■ WHAT YOU WILL DO
In the copy, include every entry exactly but none of the images.
TASK INPUTS below:
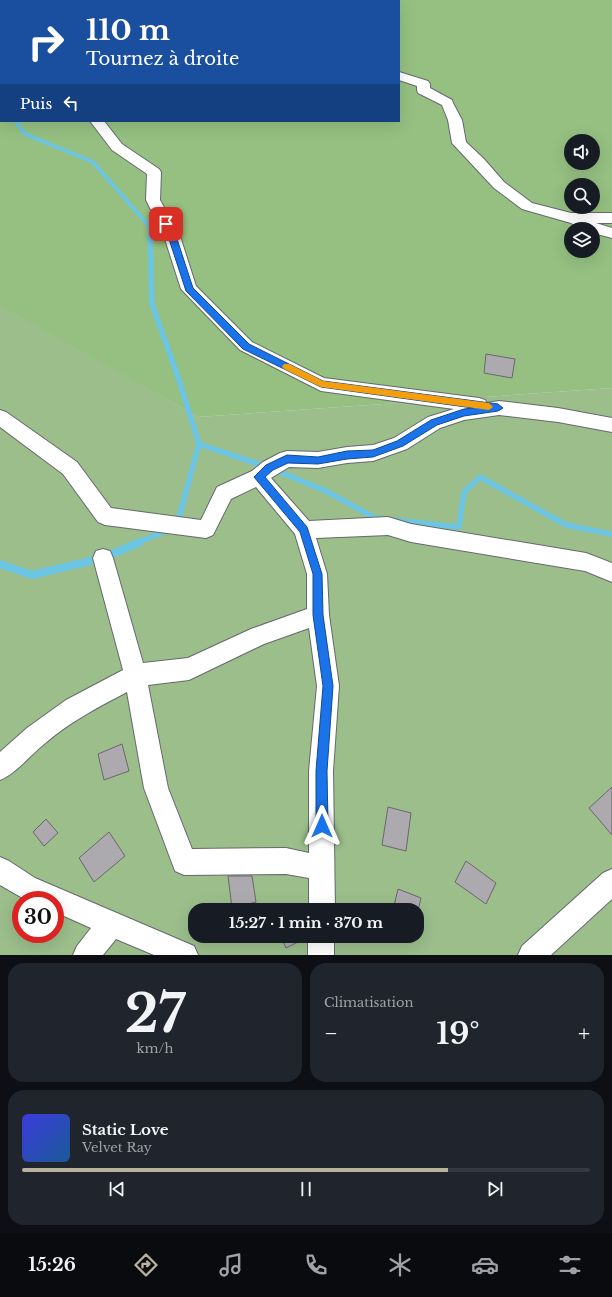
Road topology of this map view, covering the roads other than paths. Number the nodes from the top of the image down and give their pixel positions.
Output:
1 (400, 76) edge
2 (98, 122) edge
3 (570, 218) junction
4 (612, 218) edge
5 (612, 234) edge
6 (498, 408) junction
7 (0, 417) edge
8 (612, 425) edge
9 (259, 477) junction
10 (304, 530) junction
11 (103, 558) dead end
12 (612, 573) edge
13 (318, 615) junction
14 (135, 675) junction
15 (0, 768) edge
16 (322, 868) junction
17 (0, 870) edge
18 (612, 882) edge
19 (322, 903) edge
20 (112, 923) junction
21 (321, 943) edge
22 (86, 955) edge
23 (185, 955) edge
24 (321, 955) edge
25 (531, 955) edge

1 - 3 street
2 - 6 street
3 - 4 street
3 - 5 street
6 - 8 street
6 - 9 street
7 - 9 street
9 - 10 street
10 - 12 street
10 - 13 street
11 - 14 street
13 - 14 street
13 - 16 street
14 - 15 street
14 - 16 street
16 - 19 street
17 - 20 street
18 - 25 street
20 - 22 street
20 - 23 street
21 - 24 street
End of TASK INPUTS.
■ RESPONSE TO THIS EXERCISE
Road topology of this map view, covering the roads other than paths. Number the nodes from the top of the image down and give their pixel positions.
Output:
1 (400, 76) edge
2 (98, 122) edge
3 (570, 218) junction
4 (612, 218) edge
5 (612, 234) edge
6 (498, 408) junction
7 (0, 417) edge
8 (612, 425) edge
9 (259, 477) junction
10 (304, 530) junction
11 (103, 558) dead end
12 (612, 573) edge
13 (318, 615) junction
14 (135, 675) junction
15 (0, 768) edge
16 (322, 868) junction
17 (0, 870) edge
18 (612, 882) edge
19 (322, 903) edge
20 (112, 923) junction
21 (321, 943) edge
22 (86, 955) edge
23 (185, 955) edge
24 (321, 955) edge
25 (531, 955) edge

1 - 3 street
2 - 6 street
3 - 4 street
3 - 5 street
6 - 8 street
6 - 9 street
7 - 9 street
9 - 10 street
10 - 12 street
10 - 13 street
11 - 14 street
13 - 14 street
13 - 16 street
14 - 15 street
14 - 16 street
16 - 19 street
17 - 20 street
18 - 25 street
20 - 22 street
20 - 23 street
21 - 24 street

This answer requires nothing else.